“Porthcawl . . . let’s go to Porthcawl.” Stephen was the only one of us with a ‘proper’ bike, a Carlton 5-speed double, with half-chromed forks and a real leather saddle. I thought for a moment. Porthcawl was twenty, un-flat miles away and the furthest I’d ever ridden was around the back lanes. More importantly, my bike didn’t have any gears and was really too small for me . . . I would have to use my sister’s bike. In a boy’s mind this had significant disadvantages. First, it was a girl’s bike; and it seemed to be made of unnaturally dense metal, weightier than nuclear shielding – it was what we now call a ‘Supermarket Bike’. Worst of all, my best friend, Eddy, had managed to blag his brother’s yellow Chopper. For anyone of a certain age (i.e. over 50) the Raleigh Chopper represented the apex of boy’s dreams of what a real bicycle should be. For a start, it was shaped like . . . well, a chopper – like the one in the movie Easy Rider, at least it was in our imagination. The saddle was a long cushioned laid-back affair with a backrest and, best of all, it has three gears, with an actual gear stick like in a car. It was also utterly impractical to ride and steered like a supermarket trolley, but it didn’t half look the part and had been the must-have present of Christmas a few years previously. My bike did also have three gears, not to be sniffed at in South Wales where frequent hills meant a desperate search for a lower one . . . but it wasn’t a Chopper. But, in my thirteen year-old mind the lure of adventure outweighed the ignominity and I agreed that the trip was an excellent idea.

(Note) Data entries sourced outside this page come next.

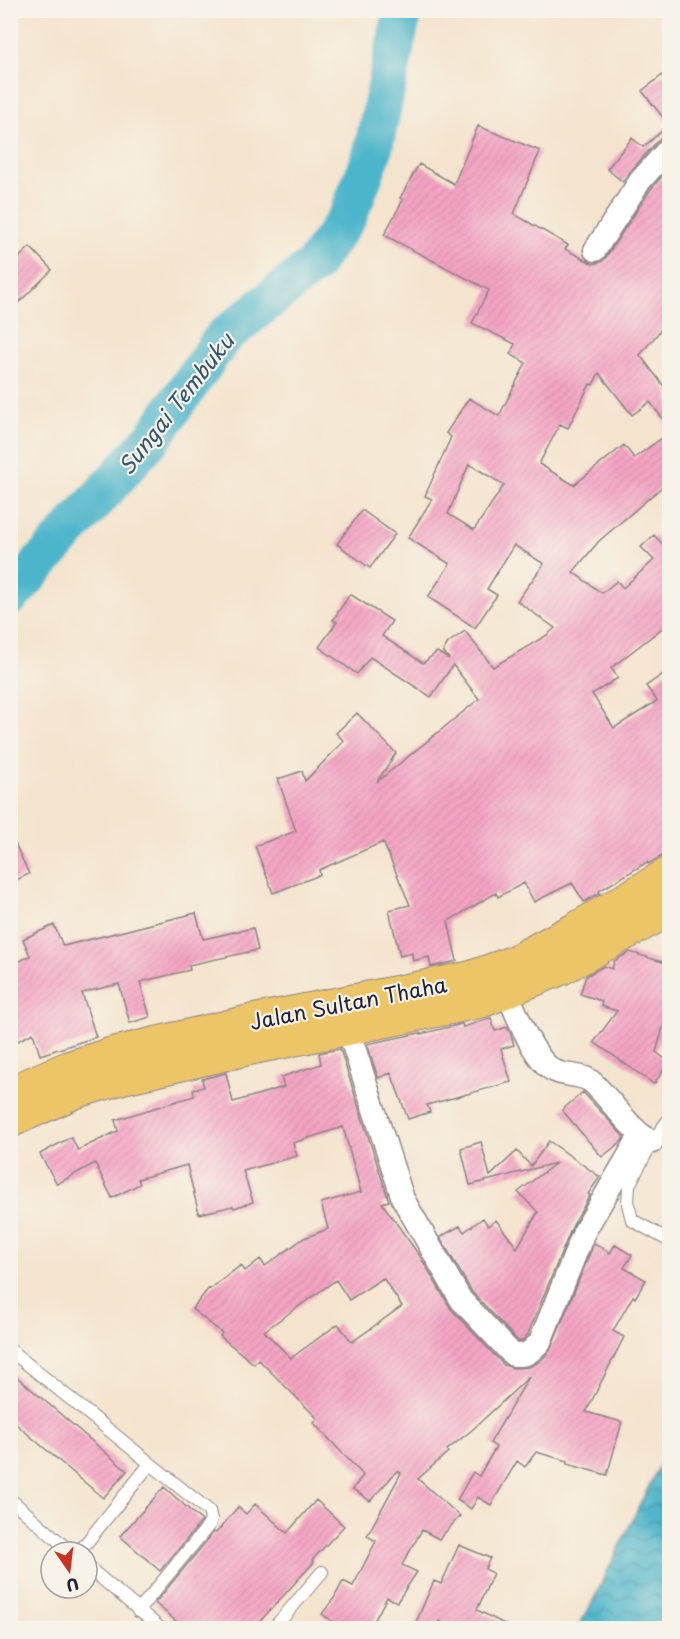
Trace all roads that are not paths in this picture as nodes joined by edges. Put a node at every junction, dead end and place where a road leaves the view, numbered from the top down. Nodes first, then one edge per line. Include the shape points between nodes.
1 (669, 147) edge
2 (596, 250) dead end
3 (669, 873) edge
4 (660, 910) edge
5 (506, 990) junction
6 (348, 1029) junction
7 (254, 1034) junction
8 (10, 1093) edge
9 (669, 1118) edge
10 (10, 1121) edge
11 (646, 1139) junction
12 (669, 1241) edge
13 (10, 1350) edge
14 (150, 1464) junction
15 (10, 1499) edge
16 (57, 1540) edge
17 (89, 1540) edge
18 (322, 1572) dead end
19 (99, 1577) edge
20 (138, 1611) junction
21 (160, 1629) edge
22 (274, 1629) edge

1 - 2 street via 639,181
3 - 4 highway, Jalan Sultan Thaha
4 - 5 highway, Jalan Sultan Thaha via 562,968
4 - 7 highway, Jalan Sultan Thaha via 576,929 514,962 470,978
5 - 6 highway, Jalan Sultan Thaha via 482,1001
5 - 11 street via 537,1056 553,1070 590,1080
6 - 7 highway, Jalan Sultan Thaha
6 - 11 street via 403,1199 461,1300 513,1355 530,1353 540,1342 584,1232
7 - 8 highway, Jalan Sultan Thaha via 115,1053
7 - 10 highway, Jalan Sultan Thaha via 75,1092
9 - 11 lane
11 - 12 lane via 629,1185 628,1204 632,1220
13 - 14 lane
14 - 17 lane
14 - 20 lane via 209,1511 211,1519
15 - 16 lane
18 - 22 lane
19 - 20 lane
20 - 21 lane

So began a rite of passage which describes a childhood association with cycling; 40 backside blistering miles wearing catalog jeans and ‘Clarks’ trainers, fuelled by chips and Fanta, burning under the brazier of the sun. We were three hombres on the high sierra, in search of high adventure. It was 1977 and there were no mobile phones so we couldn’t call our parents to collect us if it all went wrong, our last 10p invariably being spent on bags of crisps and Mars bars. I can’t remember us even having a puncture kit, though Stephen, the only one of us properly equipped, did have a saddle bag containing jam sandwiches, so there might have been one in there. Cycling, at the age of thirteen, is all about the downhill parts. In the glaciated valleys of South Wales there were many of these . . . plus an equal number of ups. The topographical feature which marked escape from our valley into the unknown was ‘Barn Hill’, the first major descent on the trip to Porthcawl. It was all about speed, unattainable under any other circumstance. White knuckle, chicken-dare, race to the bottom speed, the rush of air pulling the tears and screams from us, until we eventually coasted to a stop at the long bottom for the inevitable debate:
“I reckon I was doin’ 40”
“I must’ve been doin’ at least 45 ‘en, and I didn’t use the brakes once”
“I topped 50 on that borrum bit”
“No you didn’t, I went past ‘ewe, else I was doin’ over 50”
“Yeah, 50, we must’ve all been doin’ at least 50 down ‘er ‘en” . . .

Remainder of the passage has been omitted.